Chapter 1
We're back with Pierre, when he's left his wife and is heading for St Petersburg. He has to wait at Torzhok, which gives him even more time to mope. He's specifically occupied with the question of what is good or bad? His servant tries to distract him with a novel, but it doesn't help - he just wonders whether the characters are acting in moral or immoral ways. Finally, another traveller joins him in the waiting room, which Pierre does find a little distracting. He spends the rest of the chapter building up his courage to talk to him.
Chapter 2
The stranger greets him as Count Bezukhov, and says he knows of his misfortune, before Pierre has gotten up the courage to talk. He says he would like to help Pierre.
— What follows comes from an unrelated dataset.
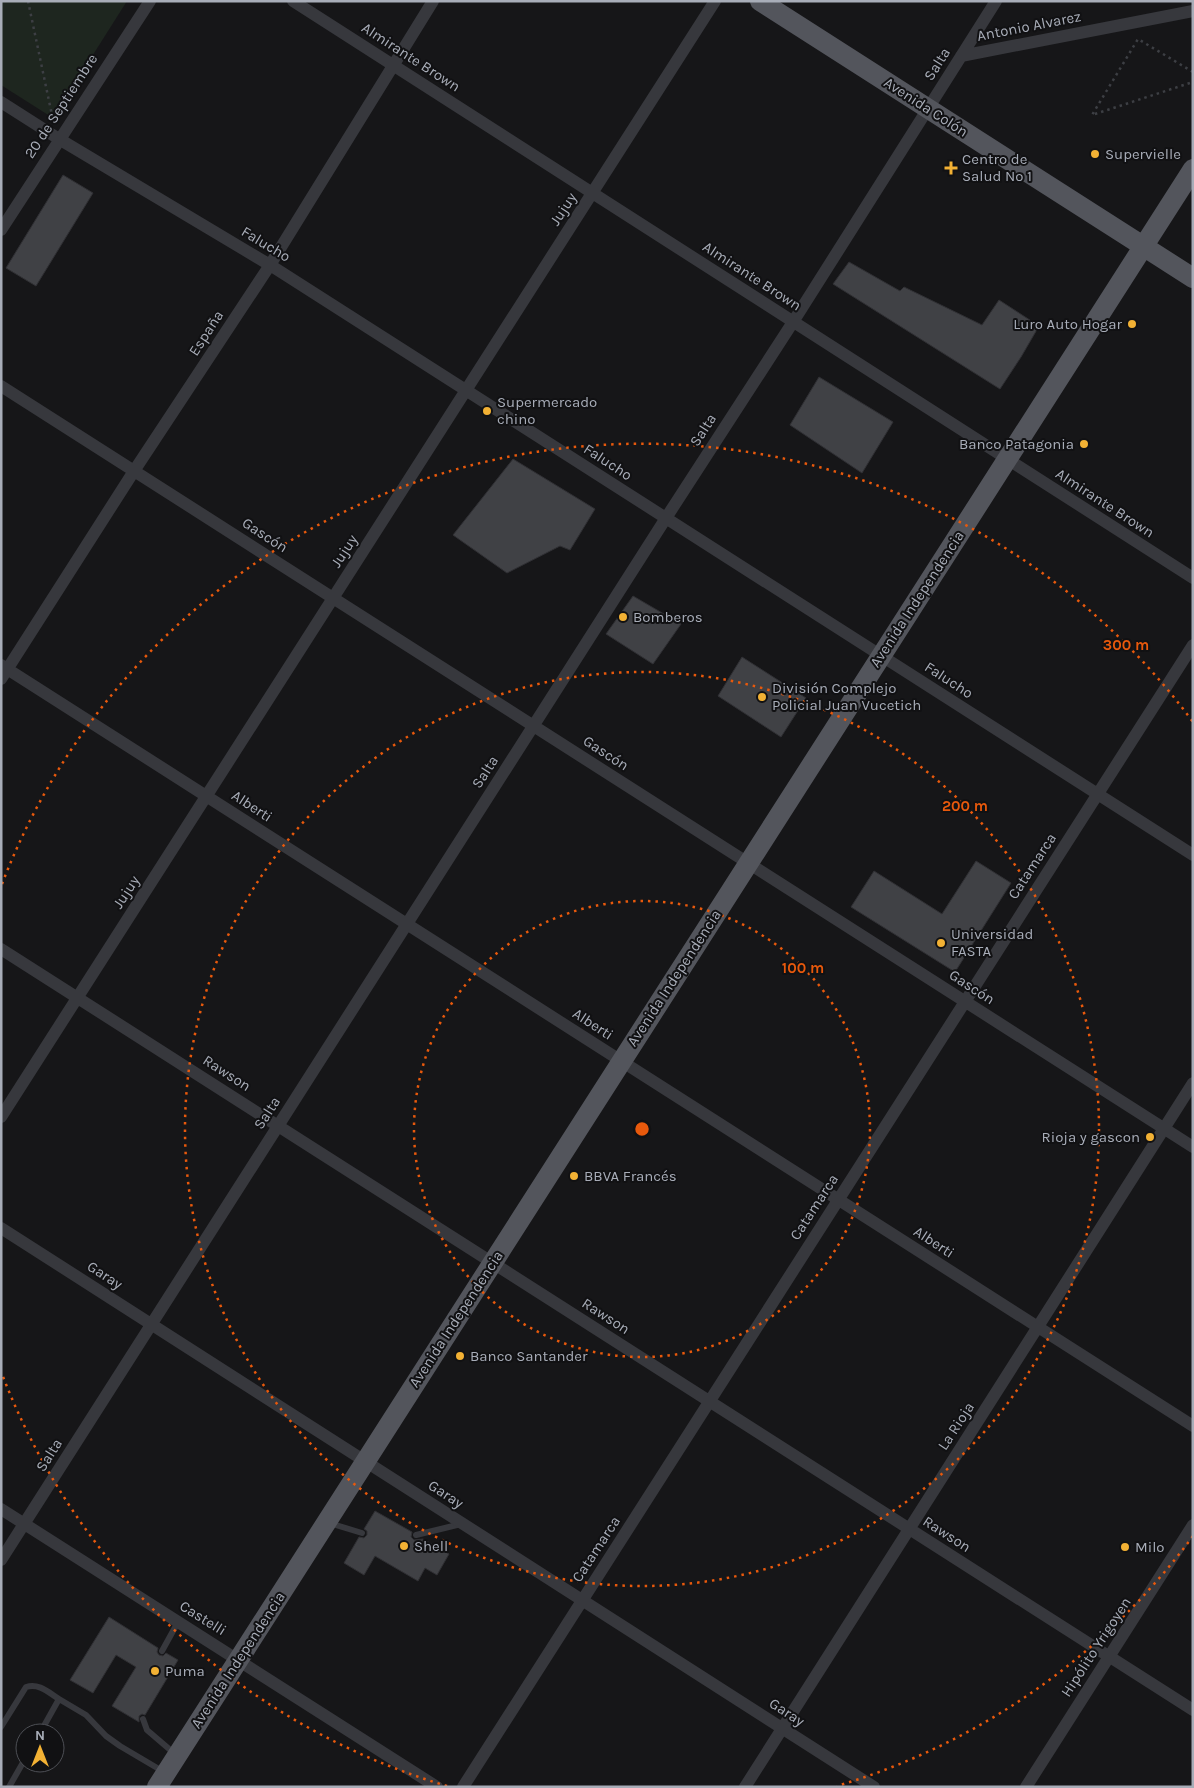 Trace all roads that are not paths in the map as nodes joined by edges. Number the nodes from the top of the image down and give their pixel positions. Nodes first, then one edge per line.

He's also a Freemason, has revealed by his ring, which I don't know a lot about. To the google!
...okay. They're mens clubs, grown from literal stonemasons clubs, with different lodges all over the world. They were banned under Catherine the Great because she suspected them of turning her son Paul against her and/or fraternising with the King of Prussia. Paul let them back in, but pushed them out again within three years of the start of his reign. He was assassinated two years after that, and Nikolai's beloved Alexander became Tsar. He let them back in, and it's unclear whether he was himself a member. So that's where we are now. In ten years, lots of little lodges in Russia will join forces, but that's in the future.
Anyway, the stranger is offering the Freemason's help to Pierre. Pierre is not a fan of the Freemasons, even though he likes the stranger, and finds it hard to accept his help. The Mason politely accuses him of being brainwashed. Pierre adds that he doesn't believe in God, when the Mason starts talking about how it is the purpose of humanity to lay stone over stone to reach God, ever since Adam, which is a rather nice metaphor - it particularly works in science, where we all take baby-steps forward, each study standing on the shoulders of others - but I don't have a literal belief in god either. I'm an atheist Catholic. I might be the only one. It's complicated. I think religion has many good elements (and many bad ones) but neither require a literal belief in God in order to get the benefits. Anyway. The Mason pities Pierre for not yet knowing God, which is not what Pierre said. His argument is basically, how can they discuss God if God does not exist? Well, my dear Mason, there is existence as a concept, and existence as literal truth. Discussion of the latter requires the former, but the former doesn't prove the existence of the latter by itself. Take the category of 'girly things'. It clearly exists; I could describe an object, and you could tell me whether it would fit in that category or not, even though there is no external existence of the concept, i.e., there doesn't exist an objective category of objects which all girls or women like and which no boys or men like. And yet, we can use this category, either to discuss it, to portray a type of femininity, for drag, and so on. Other concepts without objective existence include 'money'. A bit of paper in your pocket only has value because the rest of the world agrees to act as if it does.
Right, ranting over, for now. Pierre doesn't rant - he just stays silent. Honestly, I think he's in a prime position to be picked up by a cult and I suspect the Freemason does too. It's like that episode of Boy Meets World where we nearly lost Shaun.
The Mason uses the blind watchmaker argument, not against evolution by natural selection - which hasn't been stated yet, since Darwin won't be born for another four years, and Alfred Russell Wallace for another 19 (the degree I just finished is in Genetics) - but against the disbelief in a creator. I did not realise that argument predated Darwin or Wallace.
Pierre does accept the Mason's words because, as I predicted, he needs someone to care for him and tell him what to do and that everything will be okay, and how to act morally, and the Mason gets the tone of conviction and earnestness right. He also has a 'gentle, fatherly' smile, which poor bastard-son Pierre welcomes. The Mason argues that everything wrong in Pierre's life is because he inherited wealth but did nothing to help his "army of slaves", and, to be fair, I think he probably would feel better if he were out doing something practical to make people happy, rather than spending money on people he doesn't actually like.
The horses are now ready, and the Mason's ready to leave. Pierre is caught though, and begs the Mason to teach him. The Mason says that Freemasons cannot teach, they can only help lead someone to God, and gives Pierre the name and address of a contact in St Petersburg, Count Willarski. Pierre later learns that the Mason he's been talking to is Joseph Alexeevich Bazdeev, who is apparently a big deal in the Freemason world. He's also apparently based on a real person. As far as I can tell, Count Willarski is not.
The Mason has successfully eased Pierre's internal conflict, and he has vowed to be a better, more moral, person. With the help of the Freemasons. I see no way for this to go wrong.